**Task brief**
Taking the line with "index dip: (818, 909)" as the first and the line with "middle mcp: (1105, 804)" as the last, set down exactly every line in that range from the entries below, and no more.

**Material to process**
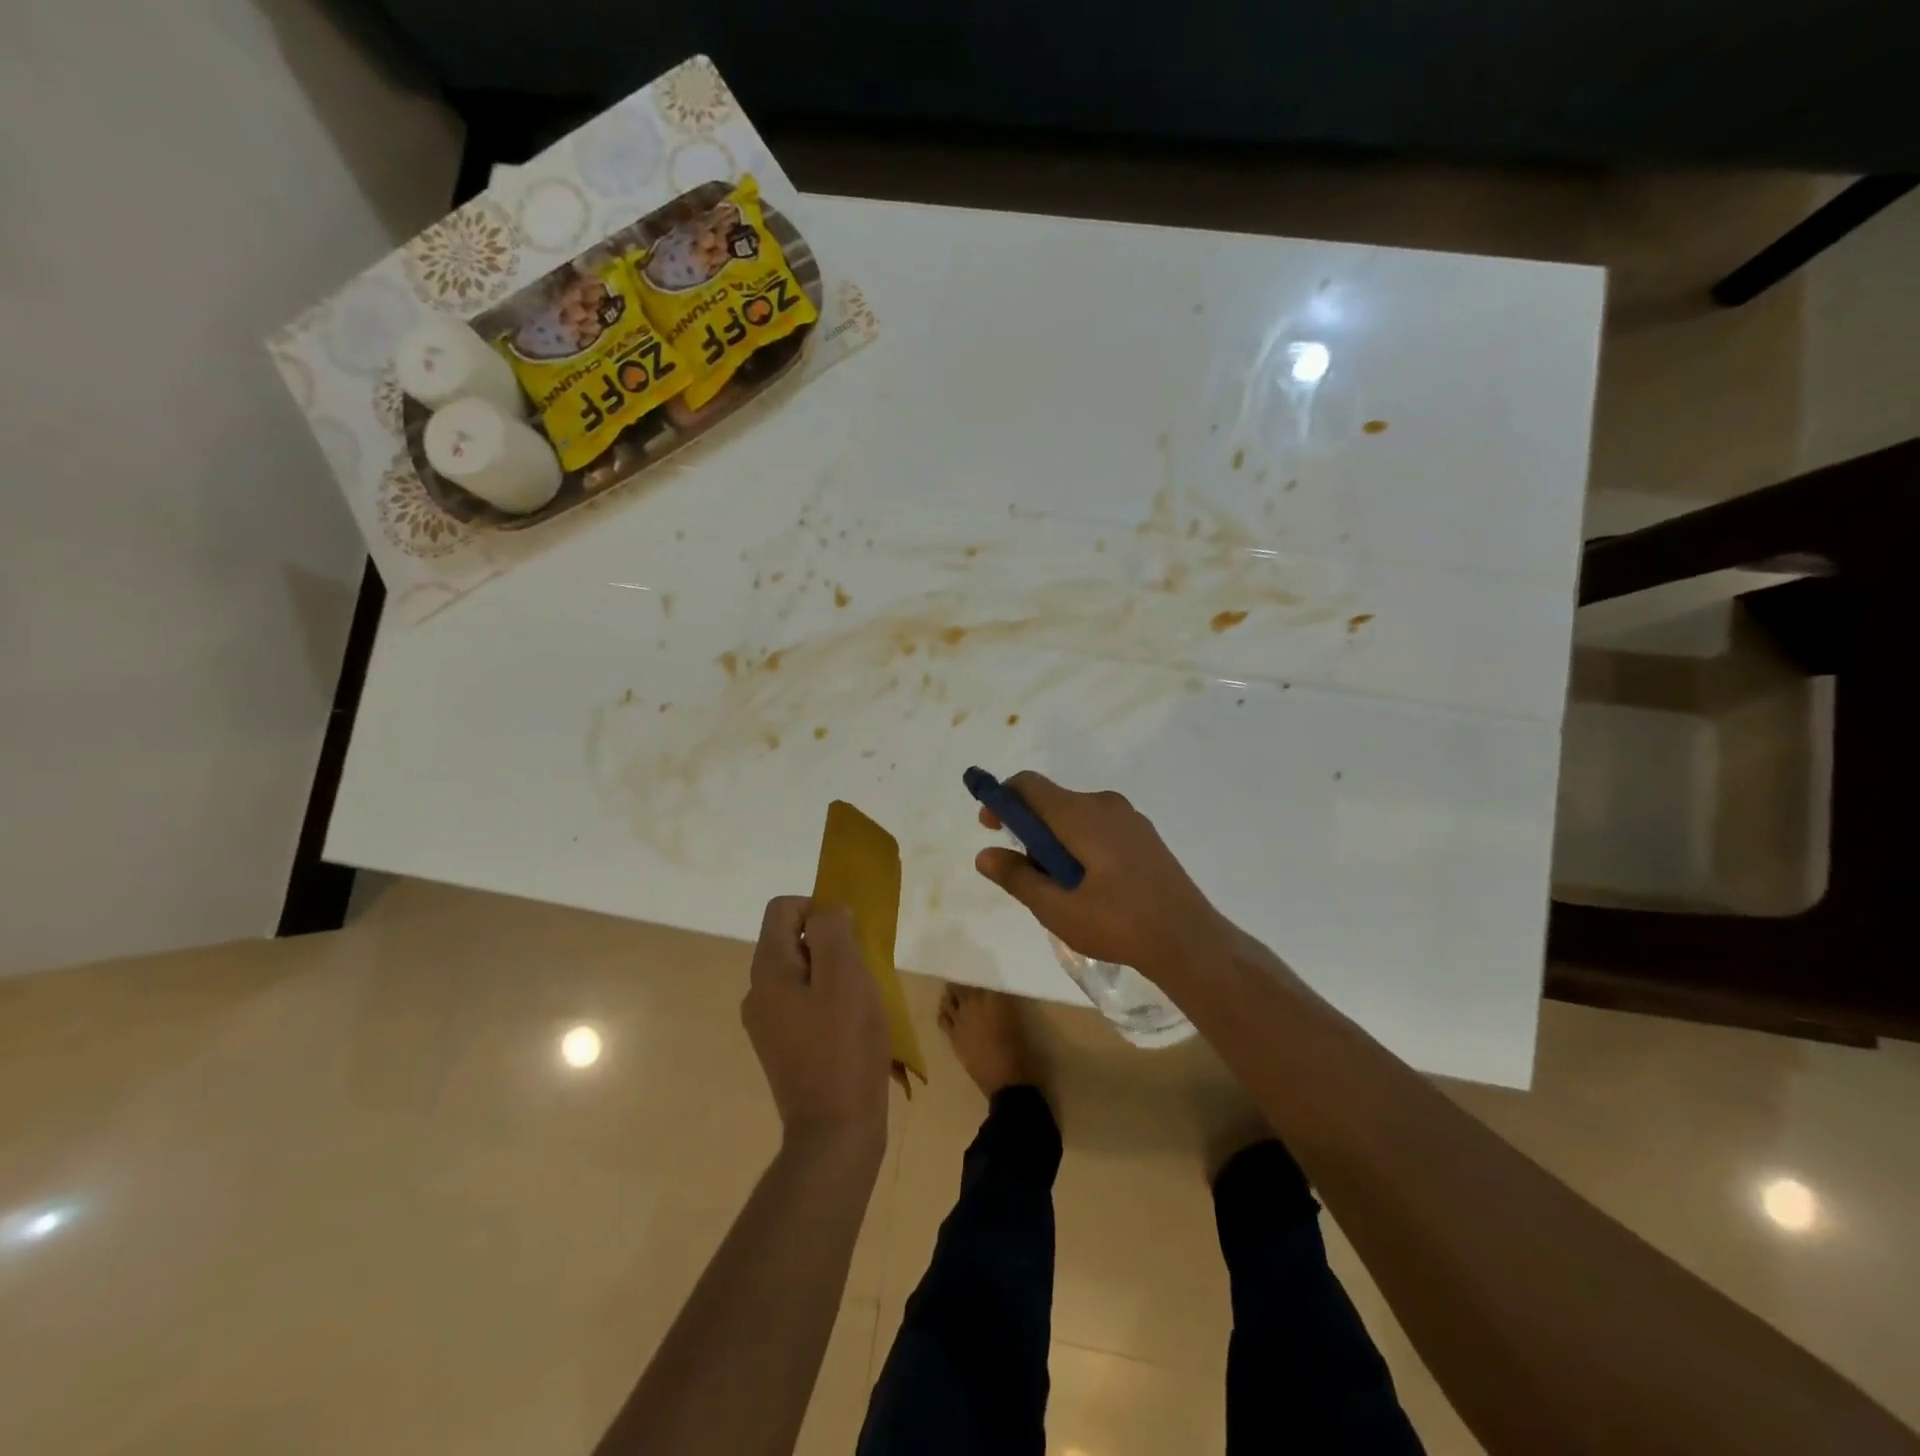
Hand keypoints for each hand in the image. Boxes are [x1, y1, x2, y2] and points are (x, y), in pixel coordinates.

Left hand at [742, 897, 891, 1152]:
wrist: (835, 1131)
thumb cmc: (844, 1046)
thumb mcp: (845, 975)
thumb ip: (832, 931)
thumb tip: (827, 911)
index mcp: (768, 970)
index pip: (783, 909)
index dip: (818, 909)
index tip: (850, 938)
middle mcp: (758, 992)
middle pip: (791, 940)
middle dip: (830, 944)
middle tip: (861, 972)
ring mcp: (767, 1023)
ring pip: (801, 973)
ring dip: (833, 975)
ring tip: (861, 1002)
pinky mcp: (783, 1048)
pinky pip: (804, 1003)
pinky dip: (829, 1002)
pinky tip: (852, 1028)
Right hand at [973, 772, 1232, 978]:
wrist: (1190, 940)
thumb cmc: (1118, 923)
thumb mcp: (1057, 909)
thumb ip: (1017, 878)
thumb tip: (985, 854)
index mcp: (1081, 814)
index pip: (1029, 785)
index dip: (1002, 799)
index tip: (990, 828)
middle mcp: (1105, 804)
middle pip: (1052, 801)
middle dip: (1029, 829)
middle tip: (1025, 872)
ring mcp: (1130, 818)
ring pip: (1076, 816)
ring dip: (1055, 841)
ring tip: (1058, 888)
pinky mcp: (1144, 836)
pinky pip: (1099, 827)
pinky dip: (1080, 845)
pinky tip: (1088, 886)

...

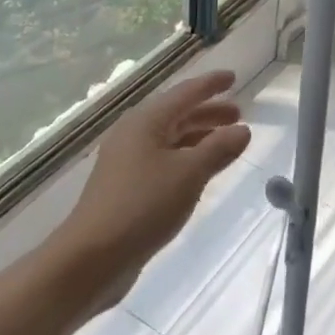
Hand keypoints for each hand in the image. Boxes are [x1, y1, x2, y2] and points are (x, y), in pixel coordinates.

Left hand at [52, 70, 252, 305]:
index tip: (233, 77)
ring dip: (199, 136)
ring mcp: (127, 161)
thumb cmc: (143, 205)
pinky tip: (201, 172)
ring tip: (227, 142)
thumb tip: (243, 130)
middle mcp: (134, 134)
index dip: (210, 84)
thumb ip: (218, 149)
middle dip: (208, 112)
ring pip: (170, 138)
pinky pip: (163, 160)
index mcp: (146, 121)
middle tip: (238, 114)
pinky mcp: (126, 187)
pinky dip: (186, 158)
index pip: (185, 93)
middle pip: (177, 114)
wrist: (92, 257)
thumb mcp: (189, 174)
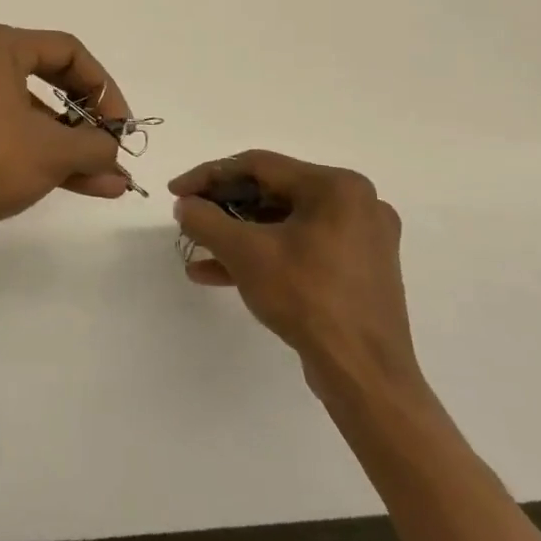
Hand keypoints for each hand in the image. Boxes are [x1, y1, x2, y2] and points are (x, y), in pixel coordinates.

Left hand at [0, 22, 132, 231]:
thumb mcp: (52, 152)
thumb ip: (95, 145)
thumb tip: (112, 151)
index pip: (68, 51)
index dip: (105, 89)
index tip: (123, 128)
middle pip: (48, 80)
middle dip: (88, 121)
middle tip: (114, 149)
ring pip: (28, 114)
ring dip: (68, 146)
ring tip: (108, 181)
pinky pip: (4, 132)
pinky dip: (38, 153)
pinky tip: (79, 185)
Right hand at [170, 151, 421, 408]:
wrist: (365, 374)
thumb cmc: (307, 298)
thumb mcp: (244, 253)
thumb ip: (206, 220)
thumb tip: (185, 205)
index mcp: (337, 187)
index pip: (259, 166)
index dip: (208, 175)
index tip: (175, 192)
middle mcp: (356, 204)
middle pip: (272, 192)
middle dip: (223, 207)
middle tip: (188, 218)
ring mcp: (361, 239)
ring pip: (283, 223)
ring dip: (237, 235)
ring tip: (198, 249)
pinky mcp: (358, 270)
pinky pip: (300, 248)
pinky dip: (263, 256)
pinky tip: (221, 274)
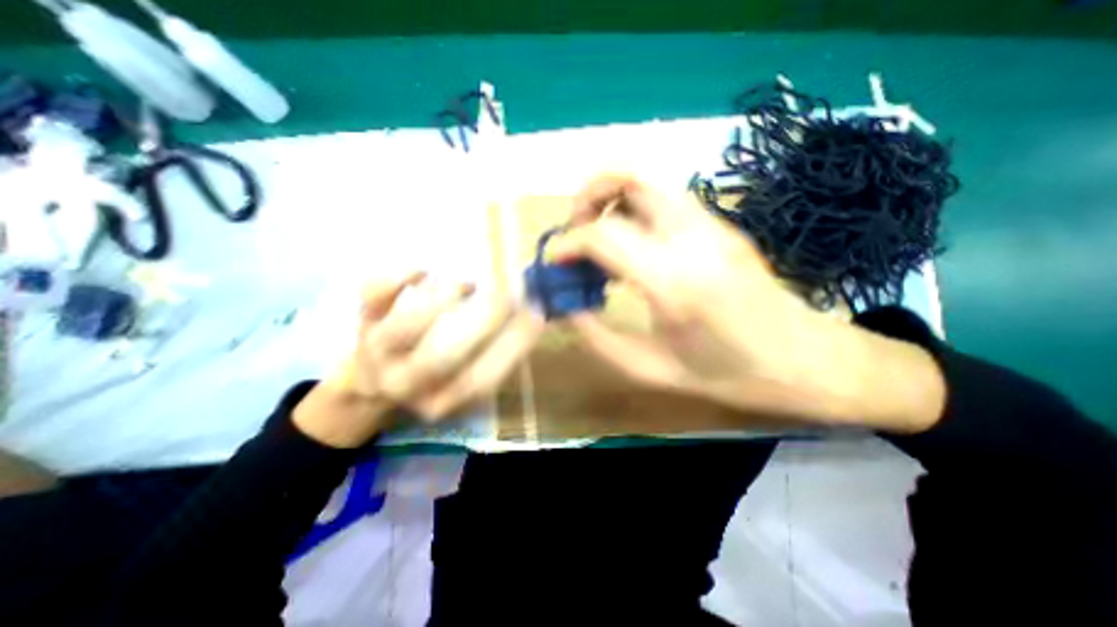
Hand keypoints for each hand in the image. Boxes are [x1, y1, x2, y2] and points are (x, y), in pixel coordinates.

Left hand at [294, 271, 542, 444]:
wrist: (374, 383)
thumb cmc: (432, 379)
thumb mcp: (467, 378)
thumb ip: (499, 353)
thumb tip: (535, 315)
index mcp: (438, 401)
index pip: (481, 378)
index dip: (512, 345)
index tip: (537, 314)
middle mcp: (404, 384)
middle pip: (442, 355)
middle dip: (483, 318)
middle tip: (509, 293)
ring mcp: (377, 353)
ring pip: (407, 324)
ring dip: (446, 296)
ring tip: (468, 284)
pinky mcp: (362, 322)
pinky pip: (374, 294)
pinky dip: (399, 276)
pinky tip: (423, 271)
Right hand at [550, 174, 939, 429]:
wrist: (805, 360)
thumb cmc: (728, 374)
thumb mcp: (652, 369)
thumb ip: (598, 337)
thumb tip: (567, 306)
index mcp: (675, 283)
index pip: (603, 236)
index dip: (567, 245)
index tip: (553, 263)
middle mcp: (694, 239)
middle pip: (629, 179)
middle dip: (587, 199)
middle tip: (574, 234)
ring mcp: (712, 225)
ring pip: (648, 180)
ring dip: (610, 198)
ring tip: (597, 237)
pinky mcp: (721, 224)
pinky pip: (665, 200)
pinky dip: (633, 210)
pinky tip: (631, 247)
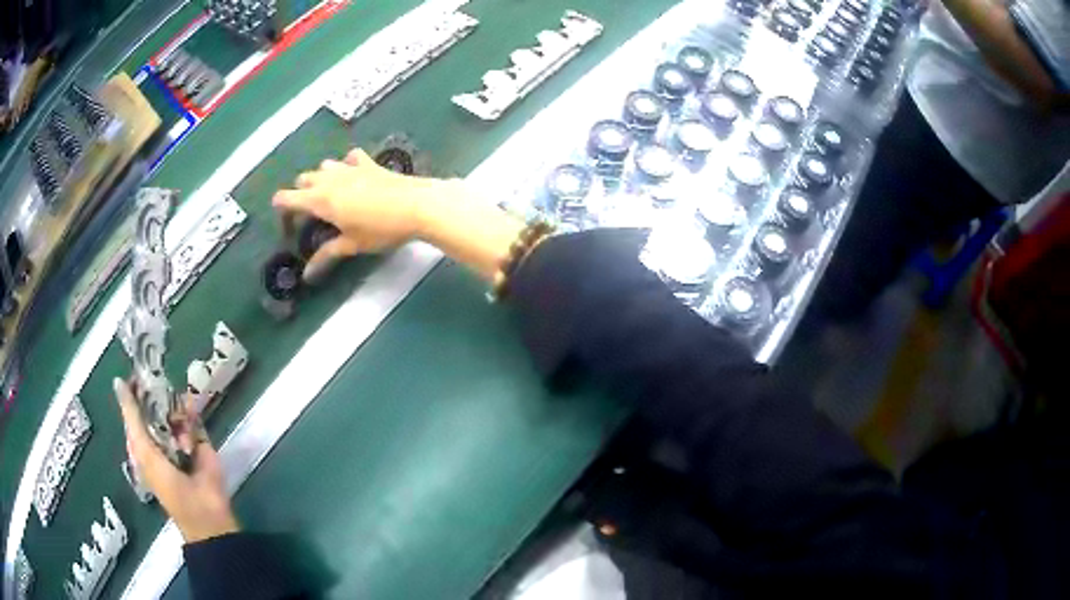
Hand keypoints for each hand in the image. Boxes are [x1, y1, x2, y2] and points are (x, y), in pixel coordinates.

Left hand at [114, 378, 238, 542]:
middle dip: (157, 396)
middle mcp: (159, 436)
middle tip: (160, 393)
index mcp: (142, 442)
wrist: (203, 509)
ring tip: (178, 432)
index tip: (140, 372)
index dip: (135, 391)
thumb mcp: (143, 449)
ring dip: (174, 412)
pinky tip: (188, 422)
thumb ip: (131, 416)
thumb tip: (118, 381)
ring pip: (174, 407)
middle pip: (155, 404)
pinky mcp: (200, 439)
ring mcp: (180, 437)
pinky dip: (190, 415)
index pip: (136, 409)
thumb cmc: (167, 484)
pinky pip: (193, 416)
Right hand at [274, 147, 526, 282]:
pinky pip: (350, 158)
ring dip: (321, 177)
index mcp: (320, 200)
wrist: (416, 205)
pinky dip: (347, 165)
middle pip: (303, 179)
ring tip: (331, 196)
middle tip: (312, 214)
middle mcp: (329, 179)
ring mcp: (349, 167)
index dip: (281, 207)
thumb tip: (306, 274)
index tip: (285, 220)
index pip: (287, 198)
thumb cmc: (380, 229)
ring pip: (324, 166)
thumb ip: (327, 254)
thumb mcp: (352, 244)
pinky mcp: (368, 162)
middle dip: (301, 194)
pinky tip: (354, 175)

**Response to this exercise**
index dip: (818, 909)
index tip: (850, 938)
middle mcp: (758, 992)
middle pip: (791, 940)
middle dip: (830, 944)
middle tip: (861, 972)
ring mcp: (767, 1023)
ring pip: (801, 973)
ring dip: (833, 975)
ring tip: (861, 1002)
pinky mcp: (783, 1048)
pinky pip: (804, 1003)
pinky dip: (829, 1002)
pinky tip: (852, 1028)
Right hand at [973, 772, 1232, 978]:
wrist: (1190, 940)
thumb cmc: (1118, 923)
thumb mcp: (1057, 909)
thumb ip: (1017, 878)
thumb tip: (985, 854)
index mcp: (1081, 814)
index pip: (1029, 785)
index dip: (1002, 799)
index tip: (990, 828)
middle mcp: (1105, 804)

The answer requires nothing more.